The US and South Korea are today set to announce a joint response to the perceived threat from North Korea’s growing ballistic missile force, according to a State Department notice to US lawmakers on Friday.
A senior US congressional aide said he understood that the two countries have agreed to a watershed deal under which Seoul may develop missiles capable of hitting any part of the North from anywhere in the South.
The notice, obtained by Reuters, said the US and South Korea had been discussing “countermeasures” as an alliance to the threat posed by the North’s ballistic missile arsenal.
The South Korean government will make a public announcement of the outcome of the talks today, the notice said.
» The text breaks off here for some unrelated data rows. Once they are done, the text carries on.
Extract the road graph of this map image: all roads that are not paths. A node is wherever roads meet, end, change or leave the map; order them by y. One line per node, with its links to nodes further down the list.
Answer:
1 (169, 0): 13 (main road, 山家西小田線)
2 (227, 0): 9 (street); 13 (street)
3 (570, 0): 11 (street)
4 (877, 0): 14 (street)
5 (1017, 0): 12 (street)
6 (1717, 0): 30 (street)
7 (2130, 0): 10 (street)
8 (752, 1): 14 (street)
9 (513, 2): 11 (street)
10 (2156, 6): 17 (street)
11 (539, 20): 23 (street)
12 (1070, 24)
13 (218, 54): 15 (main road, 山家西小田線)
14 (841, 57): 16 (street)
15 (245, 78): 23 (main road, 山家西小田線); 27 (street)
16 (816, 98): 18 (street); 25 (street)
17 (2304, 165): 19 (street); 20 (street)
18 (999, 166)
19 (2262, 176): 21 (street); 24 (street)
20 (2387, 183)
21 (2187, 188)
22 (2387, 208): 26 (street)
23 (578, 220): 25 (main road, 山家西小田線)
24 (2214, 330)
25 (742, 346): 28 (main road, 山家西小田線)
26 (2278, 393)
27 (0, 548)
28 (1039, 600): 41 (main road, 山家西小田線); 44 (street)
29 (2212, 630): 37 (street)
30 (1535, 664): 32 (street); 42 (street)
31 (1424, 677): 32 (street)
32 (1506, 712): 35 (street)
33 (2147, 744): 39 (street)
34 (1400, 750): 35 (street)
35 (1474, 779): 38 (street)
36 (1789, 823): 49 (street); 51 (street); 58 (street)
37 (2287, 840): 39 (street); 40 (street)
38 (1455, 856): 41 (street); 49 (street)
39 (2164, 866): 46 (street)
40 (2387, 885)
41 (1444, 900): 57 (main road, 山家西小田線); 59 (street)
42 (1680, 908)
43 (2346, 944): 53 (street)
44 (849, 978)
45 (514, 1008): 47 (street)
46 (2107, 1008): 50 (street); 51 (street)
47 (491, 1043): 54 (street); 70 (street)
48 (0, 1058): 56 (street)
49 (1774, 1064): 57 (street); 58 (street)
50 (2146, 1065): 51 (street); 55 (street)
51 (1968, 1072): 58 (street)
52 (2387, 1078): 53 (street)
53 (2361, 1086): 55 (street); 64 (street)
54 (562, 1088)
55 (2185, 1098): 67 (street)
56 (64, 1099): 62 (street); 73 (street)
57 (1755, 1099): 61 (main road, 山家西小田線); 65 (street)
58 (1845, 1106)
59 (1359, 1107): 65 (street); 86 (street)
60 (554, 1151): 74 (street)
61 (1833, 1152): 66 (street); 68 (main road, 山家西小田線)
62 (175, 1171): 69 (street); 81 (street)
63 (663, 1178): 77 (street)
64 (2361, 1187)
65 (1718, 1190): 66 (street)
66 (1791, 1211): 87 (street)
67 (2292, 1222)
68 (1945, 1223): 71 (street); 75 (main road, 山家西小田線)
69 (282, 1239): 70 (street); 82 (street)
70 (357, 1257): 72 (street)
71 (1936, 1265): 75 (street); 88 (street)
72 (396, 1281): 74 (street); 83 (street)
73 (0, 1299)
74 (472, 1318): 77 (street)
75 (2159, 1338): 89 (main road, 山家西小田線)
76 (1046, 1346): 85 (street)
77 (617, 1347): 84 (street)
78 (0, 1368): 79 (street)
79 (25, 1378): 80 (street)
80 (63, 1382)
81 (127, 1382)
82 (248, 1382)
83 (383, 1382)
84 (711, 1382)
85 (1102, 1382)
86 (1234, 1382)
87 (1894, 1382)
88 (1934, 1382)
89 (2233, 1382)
The State Department and the South Korean embassy in Washington declined to comment.
Seoul for years has sought to push its missile range beyond 300km, the limit under a pact with the US, which maintains about 28,500 troops in the South.
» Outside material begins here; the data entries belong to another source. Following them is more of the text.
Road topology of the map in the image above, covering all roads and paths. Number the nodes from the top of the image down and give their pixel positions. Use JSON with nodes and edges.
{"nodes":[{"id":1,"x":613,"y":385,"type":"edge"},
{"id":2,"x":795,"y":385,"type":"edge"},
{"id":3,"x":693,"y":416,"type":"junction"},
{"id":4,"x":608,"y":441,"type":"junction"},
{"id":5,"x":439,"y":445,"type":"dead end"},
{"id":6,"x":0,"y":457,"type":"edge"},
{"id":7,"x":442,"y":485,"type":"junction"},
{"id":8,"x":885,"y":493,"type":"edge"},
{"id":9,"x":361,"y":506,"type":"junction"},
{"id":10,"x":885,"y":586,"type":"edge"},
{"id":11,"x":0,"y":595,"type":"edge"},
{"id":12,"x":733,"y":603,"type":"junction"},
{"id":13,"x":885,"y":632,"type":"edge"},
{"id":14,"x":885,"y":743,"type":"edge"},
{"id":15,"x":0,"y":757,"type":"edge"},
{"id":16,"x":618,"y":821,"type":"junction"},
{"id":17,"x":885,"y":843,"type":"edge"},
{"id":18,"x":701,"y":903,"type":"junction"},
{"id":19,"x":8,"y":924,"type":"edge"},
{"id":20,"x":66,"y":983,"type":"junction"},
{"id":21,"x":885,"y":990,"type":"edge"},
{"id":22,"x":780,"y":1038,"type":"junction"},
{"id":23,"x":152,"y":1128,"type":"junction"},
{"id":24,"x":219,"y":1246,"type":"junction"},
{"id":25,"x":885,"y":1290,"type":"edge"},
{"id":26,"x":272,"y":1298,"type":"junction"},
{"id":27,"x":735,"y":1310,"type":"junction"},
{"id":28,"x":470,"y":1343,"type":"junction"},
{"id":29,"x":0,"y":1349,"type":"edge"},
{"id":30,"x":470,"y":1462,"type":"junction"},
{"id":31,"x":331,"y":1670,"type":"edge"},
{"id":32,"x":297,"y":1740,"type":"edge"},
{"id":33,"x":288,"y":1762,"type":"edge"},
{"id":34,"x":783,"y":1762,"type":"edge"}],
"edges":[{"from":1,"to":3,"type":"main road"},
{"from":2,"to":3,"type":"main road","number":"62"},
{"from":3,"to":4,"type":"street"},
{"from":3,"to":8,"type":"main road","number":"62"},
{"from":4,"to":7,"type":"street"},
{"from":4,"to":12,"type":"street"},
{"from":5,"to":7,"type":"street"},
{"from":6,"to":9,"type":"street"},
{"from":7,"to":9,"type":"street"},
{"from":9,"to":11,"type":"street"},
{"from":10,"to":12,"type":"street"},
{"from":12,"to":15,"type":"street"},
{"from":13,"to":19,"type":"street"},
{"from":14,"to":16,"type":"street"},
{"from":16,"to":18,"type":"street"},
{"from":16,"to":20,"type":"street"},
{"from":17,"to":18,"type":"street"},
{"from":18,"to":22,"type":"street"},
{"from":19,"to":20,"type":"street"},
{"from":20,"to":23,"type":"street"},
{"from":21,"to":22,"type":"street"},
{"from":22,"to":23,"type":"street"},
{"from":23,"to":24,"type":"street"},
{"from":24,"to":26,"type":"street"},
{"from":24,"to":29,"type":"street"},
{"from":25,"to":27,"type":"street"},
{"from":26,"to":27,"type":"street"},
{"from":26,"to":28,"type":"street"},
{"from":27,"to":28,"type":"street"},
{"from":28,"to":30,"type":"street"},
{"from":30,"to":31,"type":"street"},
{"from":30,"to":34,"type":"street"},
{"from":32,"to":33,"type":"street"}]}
The deal to be announced in Seoul would stretch the range to 800km, largely in line with the South’s push over recent months, according to the congressional aide, who spoke on condition of anonymity.
Any such extension is bound to rattle North Korea, which has remained at odds with the South since the 1950-1953 Korean War left the peninsula divided.
It also likely would stir Japan and China, parts of which would be within range of 800km South Korean missiles, said Greg Thielmann, who formerly took part in intelligence assessments on ballistic missile threats at the State Department’s intelligence bureau.
Steven Hildreth, a missile expert at the nonpartisan Congressional Research Service, said North Korea, which from time to time has threatened to attack Seoul, “could easily use this announcement for whatever suits their threat du jour.”
Washington had long sought to discourage South Korea from developing longer-range ballistic missiles, in keeping with a voluntary international arms-control pact known as the Missile Technology Control Regime.